Ryan’s $23 million in salary and bonuses for 2021 was eight-highest among NFL quarterbacks as of Friday. Look at the list of QBs not playing on their rookie contracts, and Ryan’s pay probably reflects his true market value. That’s also the case for Julio Jones, Jarrett, Deion Jones and Matthews. They rank seventh, sixth, sixth and eighth in 2021 total pay at their respective position.

That core of good, veteran players is a reason I believe the Falcons aren’t far away from competing for a playoff spot in 2021. Ryan will be 36 years old by the start of next season and Jones turned 32 in February. Their play will decline with age, but I doubt it will be enough to make their contracts dead weight in 2021.

The multiple narrow losses for the Falcons in 2020 also suggest they can be decent in 2021. If those defeats were mostly a matter of bad luck, that tends to even out over time. If the close losses were because of bad coaching, then the Falcons now have a top offensive play-caller in charge. I suspect the most important factor in the close losses is that the Falcons just didn’t have enough good players.

The Falcons have a chance to change that. A silver lining for them is that, by the end of the week, center Alex Mack was the only good starter to depart. He signed with the 49ers. The Falcons have second-year pro Matt Hennessy as a potential replacement.

Safety Keanu Neal is another solid Falcons starter who likely will sign elsewhere. Cornerback Darqueze Dennard was a bargain for the Falcons in 2021. Losing him would be a blow for a team lacking good pass-coverage guys. Charles Harris showed something as a situational pass rusher in 2020, but signed with the Lions. The Falcons should hope they can re-sign Steven Means on the cheap to be part of the pass-rush rotation again.

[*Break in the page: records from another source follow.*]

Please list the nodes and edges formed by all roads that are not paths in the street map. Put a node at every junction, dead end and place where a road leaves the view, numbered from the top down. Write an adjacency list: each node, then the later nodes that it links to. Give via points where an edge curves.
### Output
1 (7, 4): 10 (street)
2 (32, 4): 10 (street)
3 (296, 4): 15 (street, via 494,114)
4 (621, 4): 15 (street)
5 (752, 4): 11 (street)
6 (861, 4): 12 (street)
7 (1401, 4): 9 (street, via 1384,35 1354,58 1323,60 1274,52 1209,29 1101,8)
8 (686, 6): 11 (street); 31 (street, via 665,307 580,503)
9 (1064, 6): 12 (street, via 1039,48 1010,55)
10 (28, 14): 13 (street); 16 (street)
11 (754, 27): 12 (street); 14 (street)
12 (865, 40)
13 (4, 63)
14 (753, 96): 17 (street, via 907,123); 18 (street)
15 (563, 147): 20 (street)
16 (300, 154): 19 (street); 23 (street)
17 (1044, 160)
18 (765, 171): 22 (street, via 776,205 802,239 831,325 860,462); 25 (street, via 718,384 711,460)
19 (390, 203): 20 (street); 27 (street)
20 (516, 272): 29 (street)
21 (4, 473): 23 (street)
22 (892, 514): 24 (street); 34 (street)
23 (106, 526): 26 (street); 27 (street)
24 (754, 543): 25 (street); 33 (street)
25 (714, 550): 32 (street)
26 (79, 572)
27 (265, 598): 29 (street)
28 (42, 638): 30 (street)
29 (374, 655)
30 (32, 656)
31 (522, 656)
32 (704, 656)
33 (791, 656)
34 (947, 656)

Fontenot will have to replace productive guys who leave with veterans making minimum salaries or close to it. That’s the reality of the salary-cap squeeze. Teams that draft well have good, young players as replacements. The Falcons haven’t done that, so their weaknesses correlate with their draft misses.

Takk McKinley and Vic Beasley were supposed to be bookend pass rushers. If things went as planned Duke Riley would be a dynamic linebacker playing alongside Deion Jones. Isaiah Oliver would be a No. 1 cornerback. Kaleb McGary wouldn’t be a liability at right tackle for an offensive line that hasn’t been good in a while.

The Falcons would be a better team by now if more of those players panned out. The Falcons got into their current mess mostly because of bad drafting. Good drafting by Fontenot is the way to get out of it.